[Opening DATA FOR REVIEW section]
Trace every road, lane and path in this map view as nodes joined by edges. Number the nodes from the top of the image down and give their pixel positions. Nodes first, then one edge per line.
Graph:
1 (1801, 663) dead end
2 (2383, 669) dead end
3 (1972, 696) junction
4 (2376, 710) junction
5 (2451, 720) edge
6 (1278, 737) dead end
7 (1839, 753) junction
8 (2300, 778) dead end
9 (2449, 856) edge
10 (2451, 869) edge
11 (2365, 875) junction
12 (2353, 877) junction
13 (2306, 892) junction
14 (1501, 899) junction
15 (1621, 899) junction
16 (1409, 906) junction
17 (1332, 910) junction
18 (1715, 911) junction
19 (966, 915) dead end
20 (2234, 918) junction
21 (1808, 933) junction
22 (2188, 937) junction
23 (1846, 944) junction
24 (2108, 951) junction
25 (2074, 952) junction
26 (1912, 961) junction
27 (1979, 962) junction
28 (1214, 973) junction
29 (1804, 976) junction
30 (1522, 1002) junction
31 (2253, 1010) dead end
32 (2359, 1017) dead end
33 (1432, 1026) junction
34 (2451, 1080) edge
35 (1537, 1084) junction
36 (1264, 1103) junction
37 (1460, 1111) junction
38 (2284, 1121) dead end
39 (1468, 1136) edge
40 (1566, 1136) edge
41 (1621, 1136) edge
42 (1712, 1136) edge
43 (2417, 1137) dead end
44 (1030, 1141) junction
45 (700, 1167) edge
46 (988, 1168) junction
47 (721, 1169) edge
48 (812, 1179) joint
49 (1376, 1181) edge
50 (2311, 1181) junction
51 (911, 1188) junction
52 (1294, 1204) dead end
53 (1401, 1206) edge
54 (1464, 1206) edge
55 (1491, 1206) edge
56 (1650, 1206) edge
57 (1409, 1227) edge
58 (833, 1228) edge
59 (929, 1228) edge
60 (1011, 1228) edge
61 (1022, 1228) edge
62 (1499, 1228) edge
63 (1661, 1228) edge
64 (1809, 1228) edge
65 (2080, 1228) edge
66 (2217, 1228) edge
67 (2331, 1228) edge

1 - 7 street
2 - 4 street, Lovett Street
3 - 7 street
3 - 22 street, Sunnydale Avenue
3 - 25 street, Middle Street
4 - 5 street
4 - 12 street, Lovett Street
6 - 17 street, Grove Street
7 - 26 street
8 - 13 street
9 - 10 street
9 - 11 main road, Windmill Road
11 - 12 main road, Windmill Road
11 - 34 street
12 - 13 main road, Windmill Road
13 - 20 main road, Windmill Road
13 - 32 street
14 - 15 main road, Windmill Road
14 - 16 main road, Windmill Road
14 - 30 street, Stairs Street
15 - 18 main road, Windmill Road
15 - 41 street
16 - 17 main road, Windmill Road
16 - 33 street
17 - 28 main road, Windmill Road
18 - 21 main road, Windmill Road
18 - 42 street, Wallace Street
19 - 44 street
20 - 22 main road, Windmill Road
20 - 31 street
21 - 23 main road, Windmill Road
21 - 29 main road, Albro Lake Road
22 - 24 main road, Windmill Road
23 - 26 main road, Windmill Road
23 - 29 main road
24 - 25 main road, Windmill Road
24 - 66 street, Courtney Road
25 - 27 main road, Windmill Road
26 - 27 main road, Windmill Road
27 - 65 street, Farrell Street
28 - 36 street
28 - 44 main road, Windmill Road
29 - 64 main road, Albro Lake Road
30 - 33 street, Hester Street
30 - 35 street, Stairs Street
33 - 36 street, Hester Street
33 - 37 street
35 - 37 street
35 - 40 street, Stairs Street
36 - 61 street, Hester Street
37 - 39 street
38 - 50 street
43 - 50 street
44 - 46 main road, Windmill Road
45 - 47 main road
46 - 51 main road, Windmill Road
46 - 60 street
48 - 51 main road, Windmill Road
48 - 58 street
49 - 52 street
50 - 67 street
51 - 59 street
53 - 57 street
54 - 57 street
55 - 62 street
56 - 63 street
[Closing DATA FOR REVIEW section]
AIM OF THE EXERCISE:
Everything in the material should be repeated exactly as written.

RESULT:
Trace every road, lane and path in this map view as nodes joined by edges. Number the nodes from the top of the image down and give their pixel positions. Nodes first, then one edge per line.
Graph:
1 (1801, 663) dead end
2 (2383, 669) dead end
3 (1972, 696) junction
4 (2376, 710) junction
5 (2451, 720) edge
6 (1278, 737) dead end
7 (1839, 753) junction
8 (2300, 778) dead end
9 (2449, 856) edge
10 (2451, 869) edge
11 (2365, 875) junction
12 (2353, 877) junction
13 (2306, 892) junction
14 (1501, 899) junction
15 (1621, 899) junction
16 (1409, 906) junction
17 (1332, 910) junction
18 (1715, 911) junction
19 (966, 915) dead end
20 (2234, 918) junction
21 (1808, 933) junction
22 (2188, 937) junction
23 (1846, 944) junction
24 (2108, 951) junction
25 (2074, 952) junction
26 (1912, 961) junction
27 (1979, 962) junction
28 (1214, 973) junction
29 (1804, 976) junction
30 (1522, 1002) junction
31 (2253, 1010) dead end
32 (2359, 1017) dead end
33 (1432, 1026) junction
34 (2451, 1080) edge
35 (1537, 1084) junction
36 (1264, 1103) junction
37 (1460, 1111) junction
38 (2284, 1121) dead end
39 (1468, 1136) edge
40 (1566, 1136) edge
41 (1621, 1136) edge
42 (1712, 1136) edge
43 (2417, 1137) dead end
44 (1030, 1141) junction
45 (700, 1167) edge
46 (988, 1168) junction
47 (721, 1169) edge
48 (812, 1179) joint
49 (1376, 1181) edge
50 (2311, 1181) junction
51 (911, 1188) junction
52 (1294, 1204) dead end
53 (1401, 1206) edge
54 (1464, 1206) edge
55 (1491, 1206) edge
56 (1650, 1206) edge
57 (1409, 1227) edge
58 (833, 1228) edge
59 (929, 1228) edge
60 (1011, 1228) edge
61 (1022, 1228) edge
62 (1499, 1228) edge
63 (1661, 1228) edge
64 (1809, 1228) edge
65 (2080, 1228) edge
66 (2217, 1228) edge
67 (2331, 1228) edge

1 - 7 street
2 - 4 street, Lovett Street
3 - 7 street
3 - 22 street, Sunnydale Avenue
3 - 25 street, Middle Street
4 - 5 street
4 - 12 street, Lovett Street
6 - 17 street, Grove Street
7 - 26 street
8 - 13 street
9 - 10 street
9 - 11 main road, Windmill Road
11 - 12 main road, Windmill Road
11 - 34 street
12 - 13 main road, Windmill Road
13 - 20 main road, Windmill Road
13 - 32 street
14 - 15 main road, Windmill Road
14 - 16 main road, Windmill Road
14 - 30 street, Stairs Street
15 - 18 main road, Windmill Road
15 - 41 street
16 - 17 main road, Windmill Road
16 - 33 street
17 - 28 main road, Windmill Road
18 - 21 main road, Windmill Road
18 - 42 street, Wallace Street
19 - 44 street
20 - 22 main road, Windmill Road
20 - 31 street
21 - 23 main road, Windmill Road
21 - 29 main road, Albro Lake Road
22 - 24 main road, Windmill Road
23 - 26 main road, Windmill Road
23 - 29 main road
24 - 25 main road, Windmill Road
24 - 66 street, Courtney Road
25 - 27 main road, Windmill Road
26 - 27 main road, Windmill Road
27 - 65 street, Farrell Street
28 - 36 street
28 - 44 main road, Windmill Road
29 - 64 main road, Albro Lake Road
30 - 33 street, Hester Street
30 - 35 street, Stairs Street
33 - 36 street, Hester Street
33 - 37 street
35 - 37 street
35 - 40 street, Stairs Street
36 - 61 street, Hester Street
37 - 39 street
38 - 50 street
43 - 50 street
44 - 46 main road, Windmill Road
45 - 47 main road
46 - 51 main road, Windmill Road
46 - 60 street
48 - 51 main road, Windmill Road
48 - 58 street
49 - 52 street
50 - 67 street
51 - 59 street
53 - 57 street
54 - 57 street
55 - 62 street
56 - 63 street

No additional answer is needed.